Op vr 29 dec 2023 om 07:02 schreef Jen Linkova <furry13@gmail.com>

> On Sun, Dec 24, 2023 at 5:39 PM Michael Richardson
> <mcr+ietf@sandelman.ca> wrote:
> > It seems to me that a DHCPv6 server, which has received it's prefix via
> > DHCPv6-PD *could* turn around and forward any ADDR-REG-INFORM it
> received up
> > one level.  I think it need to reform ("proxy", application-level) the
> > messages and take responsability for them itself.  It should not blindly
> > forward or rely upon the "end" client to stop and/or retransmit.
>
> I'm not aware of any generic proxy mechanism. Defining it just for
> this specific message sounds like an overkill (and it would introduce
> some
> privacy considerations indeed).
>
> > While an RFC7084 fits squarely into the "gets DHCPv6-PD", and might even
> > delegate DHCPv6-PD, I strongly think that it should never, in the
> residential
> > situation, send ADDR-REG-INFORM from the home lan to the ISP.
>
> In the current text it would not - unless it acts as a DHCPv6 relay,
> not as DHCPv6 server.

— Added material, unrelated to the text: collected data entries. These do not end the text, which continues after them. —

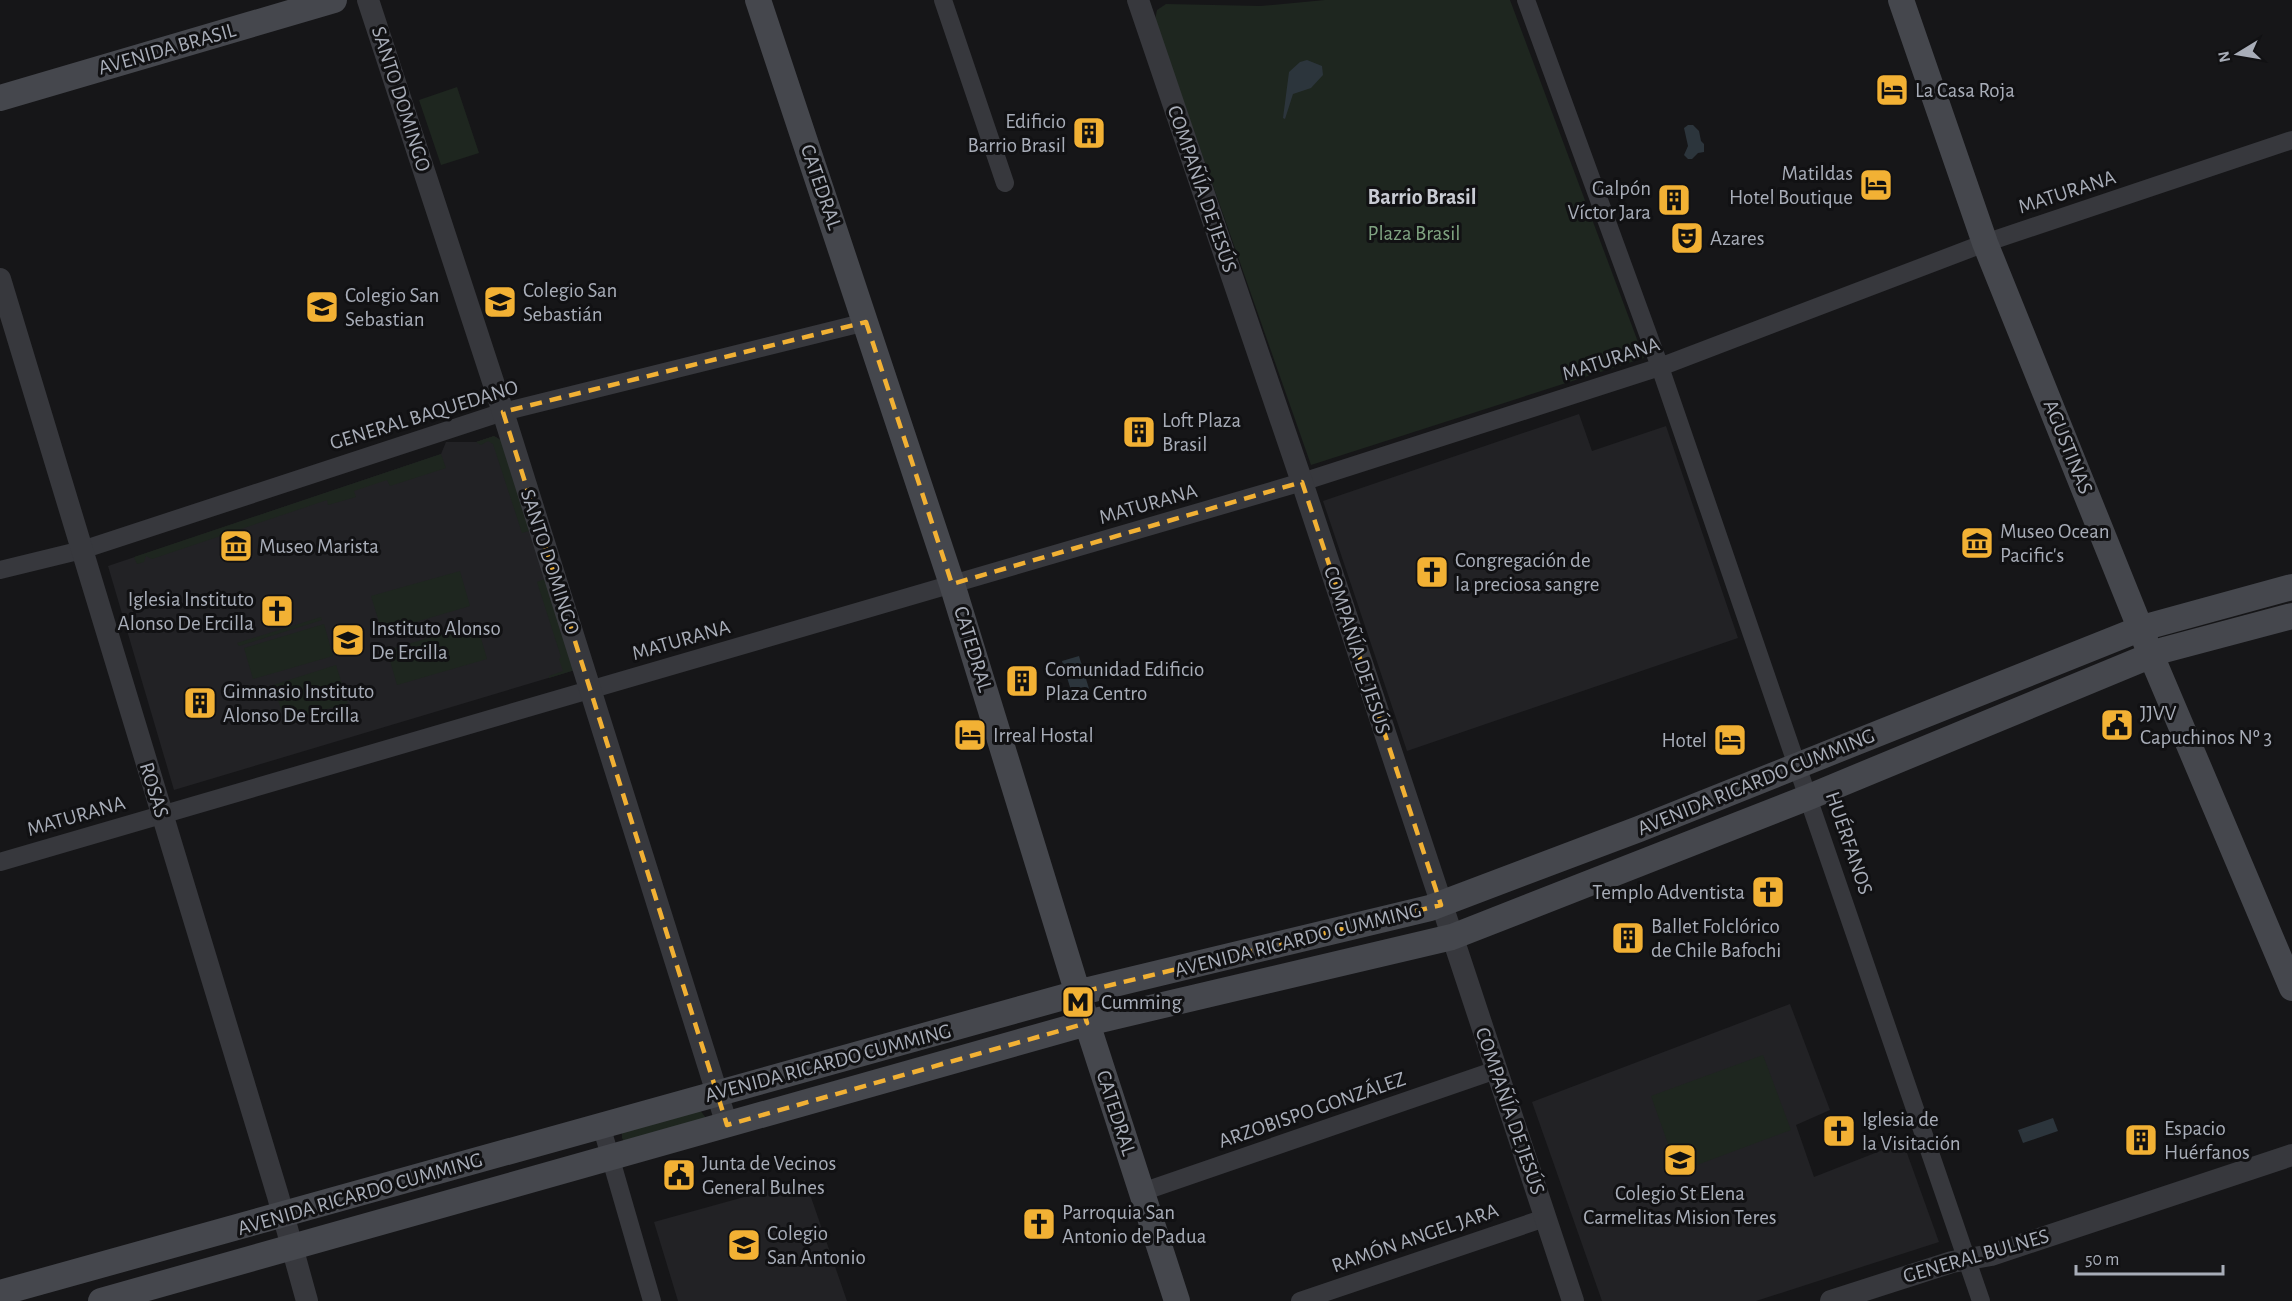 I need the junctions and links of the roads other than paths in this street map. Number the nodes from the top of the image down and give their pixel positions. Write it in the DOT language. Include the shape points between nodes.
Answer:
graph roads {
  1 [pos="334,0"];
  2 [pos="368,0"];
  3 [pos="758,0"];
  4 [pos="943,0"];
  5 [pos="1138,0"];
  6 [pos="1526,0"];
  7 [pos="1901,0"];
  8 [pos="0,98"];
  9 [pos="2292,140"];
  10 [pos="1005,183"];
  11 [pos="1984,243"];
  12 [pos="0,279"];
  13 [pos="866,322"];
  14 [pos="1660,367"];
  15 [pos="503,412"];
  16 [pos="1302,482"];
  17 [pos="81,550"];
  18 [pos="0,570"];
  19 [pos="952,584"];
  20 [pos="2292,587"];
  21 [pos="2292,616"];
  22 [pos="2142,628"];
  23 [pos="2151,655"];
  24 [pos="591,690"];
  25 [pos="1798,765"];
  26 [pos="1809,797"];
  27 [pos="161,815"];
  28 [pos="1640,829"];
  29 [pos="1651,860"];
  30 [pos="0,862"];
  31 [pos="1441,904"];
  32 [pos="1452,937"];
  33 [pos="2292,988"];
  34 [pos="1078,994"];
  35 [pos="1087,1023"];
  36 [pos="1496,1070"];
  37 [pos="719,1094"];
  38 [pos="602,1125"];
  39 [pos="727,1125"];
  40 [pos="2292,1155"];
  41 [pos="610,1157"];
  42 [pos="1142,1192"];
  43 [pos="284,1216"];
  44 [pos="1545,1218"];
  45 [pos="292,1249"];
  46 [pos="1966,1259"];
  47 [pos="0,1293"];
  48 [pos="101,1301"];
  49 [pos="307,1301"];
  50 [pos="652,1301"];
  51 [pos="1177,1301"];
  52 [pos="1300,1301"];
  53 [pos="1573,1301"];
  54 [pos="1831,1301"];
  55 [pos="1981,1301"];
  1 -- 8 [label="main road, AVENIDA BRASIL"];
  2 -- 15 [label="street, SANTO DOMINGO"];
  3 -- 13 [label="main road, CATEDRAL"];
  4 -- 10 [label="street"];
  5 -- 16 [label="street, COMPAÑÍA DE JESÚS"];
  6 -- 14 [label="street, HUÉRFANOS"];
  7 -- 11 [label="main road, AGUSTINAS"];
  9 -- 11 [label="street, MATURANA"];
  11 -- 14 [label="street, MATURANA"];
  11 -- 22 [label="main road, AGUSTINAS"];
  12 -- 17 [label="street, ROSAS"];
  13 -- 15 [label="street, GENERAL BAQUEDANO"];
  13 -- 19 [label="main road, CATEDRAL"];
  14 -- 16 [label="street, MATURANA"];
  14 -- 25 [label="street, HUÉRFANOS"];
  15 -- 17 [label="street, GENERAL BAQUEDANO"];
  15 -- 24 [label="street, SANTO DOMINGO"];
  16 -- 19 [label="street, MATURANA"];
  16 -- 31 [label="street, COMPAÑÍA DE JESÚS"];
  17 -- 18 [label="street, GENERAL BAQUEDANO"];
  17 -- 27 [label="street, ROSAS"];
  19 -- 24 [label="street, MATURANA"];
  19 -- 34 [label="main road, CATEDRAL"];
  20 -- 22 [label="main road, AVENIDA RICARDO CUMMING"];
  21 -- 23 [label="main road, AVENIDA RICARDO CUMMING"];
  22 -- 23 [label="main road, AGUSTINAS"];
  22 -- 25 [label="main road, AVENIDA RICARDO CUMMING"];
  23 -- 26 [label="main road, AVENIDA RICARDO CUMMING"];
  23 -- 33 [label="main road, AGUSTINAS"];
  24 -- 27 [label="street, MATURANA"];
  24 -- 37 [label="street, SANTO DOMINGO"];
  25 -- 26 [label="street, HUÉRFANOS"];
  25 -- 28 [label="main road, AVENIDA RICARDO CUMMING"];
  26 -- 29 [label="main road, AVENIDA RICARDO CUMMING"];
  26 -- 46 [label="street, HUÉRFANOS"];
  27 -- 30 [label="street, MATURANA"];
  27 -- 43 [label="street, ROSAS"];
  28 -- 29 [label="main road"];
  28 -- 31 [label="main road, AVENIDA RICARDO CUMMING"];
  29 -- 32 [label="main road, AVENIDA RICARDO CUMMING"];
  31 -- 32 [label="street, COMPAÑÍA DE JESÚS"];
  31 -- 34 [label="main road, AVENIDA RICARDO CUMMING"];
  32 -- 35 [label="main road, AVENIDA RICARDO CUMMING"];
  32 -- 36 [label="street, COMPAÑÍA DE JESÚS"];
  34 -- 35 [label="main road, CATEDRAL"];
  34 -- 37 [label="main road, AVENIDA RICARDO CUMMING"];
  35 -- 39 [label="main road, AVENIDA RICARDO CUMMING"];
  35 -- 42 [label="main road, CATEDRAL"];
  36 -- 42 [label="street, ARZOBISPO GONZÁLEZ"];
  36 -- 44 [label="street, COMPAÑÍA DE JESÚS"];
  37 -- 38 [label="main road, AVENIDA RICARDO CUMMING"];
  37 -- 39 [label="street, SANTO DOMINGO"];
  38 -- 41 [label="street"];
  38 -- 43 [label="main road, AVENIDA RICARDO CUMMING"];
  39 -- 41 [label="main road, AVENIDA RICARDO CUMMING"];
  40 -- 46 [label="street, GENERAL BULNES" via="1991,1255"];
  41 -- 45 [label="main road, AVENIDA RICARDO CUMMING"];
  41 -- 50 [label="street"];
  42 -- 51 [label="main road, CATEDRAL"];
  43 -- 45 [label="street, ROSAS"];
  43 -- 47 [label="main road, AVENIDA RICARDO CUMMING"];
  44 -- 52 [label="street, RAMÓN ANGEL JARA"];
  44 -- 53 [label="street, COMPAÑÍA DE JESÚS"];
  45 -- 48 [label="main road, AVENIDA RICARDO CUMMING"];
  45 -- 49 [label="street, ROSAS"];
  46 -- 54 [label="street, GENERAL BULNES"];
  46 -- 55 [label="street, HUÉRFANOS"];
}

But in the latter case the endpoints located in
> a given household would be sending DHCPv6 packets to the ISP server
> anyway, right?
>
> [skip]
> > The challenge here is that we have to send one ADDR-REG-INFORM message
> for
> > each downstream host, and we have to do that from the address of the
> host!
> > I think we should rethink this in some way.
>
> TBH, I'd rather say "don't do this".
>
> > I wrote some text:
> >   https://github.com/wkumari/draft-wkumari-dhc-addr-notification/pull/68
> >
> > and I'm sorry to open this can of worms, but I don't think that
> enterprises
> > will be happy without this.
>
> I have some concerns.
> 1. The desired result can be achieved by relaying the messages - and
> it would using the standard DHCP mechanism. What you are proposing
> requires developing a new mechanism for proxying (and we'd need to
> either sacrifice security, or let the proxy use a spoofed source
> address).
> 2. If I understand you correctly, you see the following use cases when
> the current text doesn't work:
> 2.1 an enterprise remote office with a CPE acting as DHCPv6 PD client.
> The enterprise administrator might want to know the registration data
> for endpoints.
> 2.2 a SNAC router (so the home network administrator has information
> about addresses used by the devices in the stub network.
>
> For #2.1  I'd expect the enterprise to collect that data from the
> router (the same way they would need to do it for DHCPv[46] assigned
> addresses). That information doesn't need to be collected  in real
> time, so existing monitoring/telemetry mechanisms would do.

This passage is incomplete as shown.